Ashley Sobel Leonard, Daniel Weissman, Benjamin Greenbaum, Elodie Ghedin, Katia Koelle
Journal of Virology
May 3, 2017
The bottleneck governing infectious disease transmission describes the size of the pathogen population transferred from donor to recipient host. Accurate quantification of the bottleneck size is particularly important for rapidly evolving pathogens such as influenza virus, as narrow bottlenecks reduce the amount of transferred viral genetic diversity and, thus, may slow the rate of viral adaptation. Previous studies have estimated bottleneck sizes governing viral transmission using statistical analyses of variants identified in pathogen sequencing data. These analyses, however, did not account for variant calling thresholds and stochastic viral replication dynamics within recipient hosts. Because these factors can skew bottleneck size estimates, we introduce a new method for inferring bottleneck sizes that accounts for these factors.
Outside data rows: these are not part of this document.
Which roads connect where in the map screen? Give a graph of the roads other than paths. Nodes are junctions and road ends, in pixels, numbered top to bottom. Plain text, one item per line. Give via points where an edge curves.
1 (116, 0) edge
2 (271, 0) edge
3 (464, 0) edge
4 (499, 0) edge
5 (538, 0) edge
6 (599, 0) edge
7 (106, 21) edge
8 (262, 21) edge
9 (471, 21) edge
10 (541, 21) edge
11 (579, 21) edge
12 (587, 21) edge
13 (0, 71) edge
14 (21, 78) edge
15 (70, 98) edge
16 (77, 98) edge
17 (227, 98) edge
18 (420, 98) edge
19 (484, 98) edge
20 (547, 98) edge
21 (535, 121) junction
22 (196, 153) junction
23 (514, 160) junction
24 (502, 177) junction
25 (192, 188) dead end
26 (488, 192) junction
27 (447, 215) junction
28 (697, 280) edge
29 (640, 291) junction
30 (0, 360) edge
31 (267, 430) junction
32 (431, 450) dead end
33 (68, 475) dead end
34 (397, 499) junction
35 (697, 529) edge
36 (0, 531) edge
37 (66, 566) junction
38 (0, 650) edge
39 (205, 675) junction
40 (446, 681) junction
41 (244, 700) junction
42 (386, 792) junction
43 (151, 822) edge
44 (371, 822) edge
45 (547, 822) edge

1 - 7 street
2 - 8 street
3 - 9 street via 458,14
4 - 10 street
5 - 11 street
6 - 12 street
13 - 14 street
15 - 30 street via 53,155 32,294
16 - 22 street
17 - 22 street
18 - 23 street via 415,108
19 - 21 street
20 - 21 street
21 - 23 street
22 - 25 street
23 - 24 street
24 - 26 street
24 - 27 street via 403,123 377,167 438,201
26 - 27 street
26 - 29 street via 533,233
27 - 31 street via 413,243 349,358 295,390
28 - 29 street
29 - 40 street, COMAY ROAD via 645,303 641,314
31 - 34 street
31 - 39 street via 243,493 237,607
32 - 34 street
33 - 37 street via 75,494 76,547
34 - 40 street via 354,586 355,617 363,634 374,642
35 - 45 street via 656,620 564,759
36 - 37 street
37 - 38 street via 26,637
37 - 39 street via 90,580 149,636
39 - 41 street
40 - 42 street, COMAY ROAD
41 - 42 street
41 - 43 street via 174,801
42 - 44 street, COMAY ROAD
Through the use of a simulated dataset, we first show that our method, based on beta-binomial sampling, accurately recovers transmission bottleneck sizes, whereas other methods fail to do so. We then apply our method to a dataset of influenza A infections for which viral deep-sequencing data from transmission pairs are available. We find that the IAV transmission bottleneck size estimates in this study are highly variable across transmission pairs, while the mean bottleneck size of 196 virions is consistent with the previous estimate for this dataset. Further, regression analysis shows a positive association between estimated bottleneck size and donor infection severity, as measured by temperature. These results support findings from experimental transmission studies showing that bottleneck sizes across transmission events can be variable and in part influenced by epidemiological factors.